> DATA RECORDS
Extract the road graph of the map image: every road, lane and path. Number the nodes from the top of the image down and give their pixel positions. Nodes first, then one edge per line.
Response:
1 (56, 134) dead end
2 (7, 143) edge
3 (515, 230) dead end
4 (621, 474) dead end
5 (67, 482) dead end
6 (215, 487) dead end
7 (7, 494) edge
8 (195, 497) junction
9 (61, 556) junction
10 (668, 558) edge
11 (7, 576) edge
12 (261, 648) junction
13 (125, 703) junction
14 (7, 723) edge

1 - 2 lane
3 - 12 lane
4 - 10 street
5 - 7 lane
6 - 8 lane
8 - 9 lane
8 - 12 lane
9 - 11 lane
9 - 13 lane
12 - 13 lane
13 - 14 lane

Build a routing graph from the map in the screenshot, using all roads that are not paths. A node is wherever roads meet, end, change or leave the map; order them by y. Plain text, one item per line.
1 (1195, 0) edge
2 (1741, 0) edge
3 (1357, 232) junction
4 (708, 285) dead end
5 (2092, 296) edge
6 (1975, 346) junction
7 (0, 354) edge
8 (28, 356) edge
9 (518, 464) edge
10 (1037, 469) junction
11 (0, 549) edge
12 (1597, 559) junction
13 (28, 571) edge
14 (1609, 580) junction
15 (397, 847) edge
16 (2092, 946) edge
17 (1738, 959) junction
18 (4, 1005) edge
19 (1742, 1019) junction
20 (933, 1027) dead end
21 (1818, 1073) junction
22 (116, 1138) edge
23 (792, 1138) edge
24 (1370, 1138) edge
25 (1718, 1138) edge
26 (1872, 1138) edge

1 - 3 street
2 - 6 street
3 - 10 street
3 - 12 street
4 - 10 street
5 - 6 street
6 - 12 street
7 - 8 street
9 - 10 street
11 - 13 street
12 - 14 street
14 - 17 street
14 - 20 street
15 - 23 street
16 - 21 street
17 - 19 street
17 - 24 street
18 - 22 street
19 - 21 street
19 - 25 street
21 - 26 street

> WHAT TO DO
Write all the entries out again exactly as they are.

> SOLUTION TO THE PROBLEM
Extract the road graph of the map image: every road, lane and path. Number the nodes from the top of the image down and give their pixel positions. Nodes first, then one edge per line.
Response:
1 (56, 134) dead end
2 (7, 143) edge
3 (515, 230) dead end
4 (621, 474) dead end
5 (67, 482) dead end
6 (215, 487) dead end
7 (7, 494) edge
8 (195, 497) junction
9 (61, 556) junction
10 (668, 558) edge
11 (7, 576) edge
12 (261, 648) junction
13 (125, 703) junction
14 (7, 723) edge

1 - 2 lane
3 - 12 lane
4 - 10 street
5 - 7 lane
6 - 8 lane
8 - 9 lane
8 - 12 lane
9 - 11 lane
9 - 13 lane
12 - 13 lane
13 - 14 lane

Build a routing graph from the map in the screenshot, using all roads that are not paths. A node is wherever roads meet, end, change or leave the map; order them by y. Plain text, one item per line.
1 (1195, 0) edge
2 (1741, 0) edge
3 (1357, 232) junction
4 (708, 285) dead end
5 (2092, 296) edge
6 (1975, 346) junction
7 (0, 354) edge
8 (28, 356) edge
9 (518, 464) edge
10 (1037, 469) junction
11 (0, 549) edge
12 (1597, 559) junction
13 (28, 571) edge
14 (1609, 580) junction
15 (397, 847) edge
16 (2092, 946) edge
17 (1738, 959) junction
18 (4, 1005) edge
19 (1742, 1019) junction
20 (933, 1027) dead end
21 (1818, 1073) junction
22 (116, 1138) edge
23 (792, 1138) edge
24 (1370, 1138) edge
25 (1718, 1138) edge
26 (1872, 1138) edge

1 - 3 street
2 - 6 street
3 - 10 street
3 - 12 street
4 - 10 street
5 - 6 street
6 - 12 street
7 - 8 street
9 - 10 street
11 - 13 street
12 - 14 street
14 - 17 street
14 - 20 street
15 - 23 street
16 - 21 street
17 - 19 street
17 - 24 street
18 - 22 street
19 - 21 street
19 - 25 street
21 - 26 street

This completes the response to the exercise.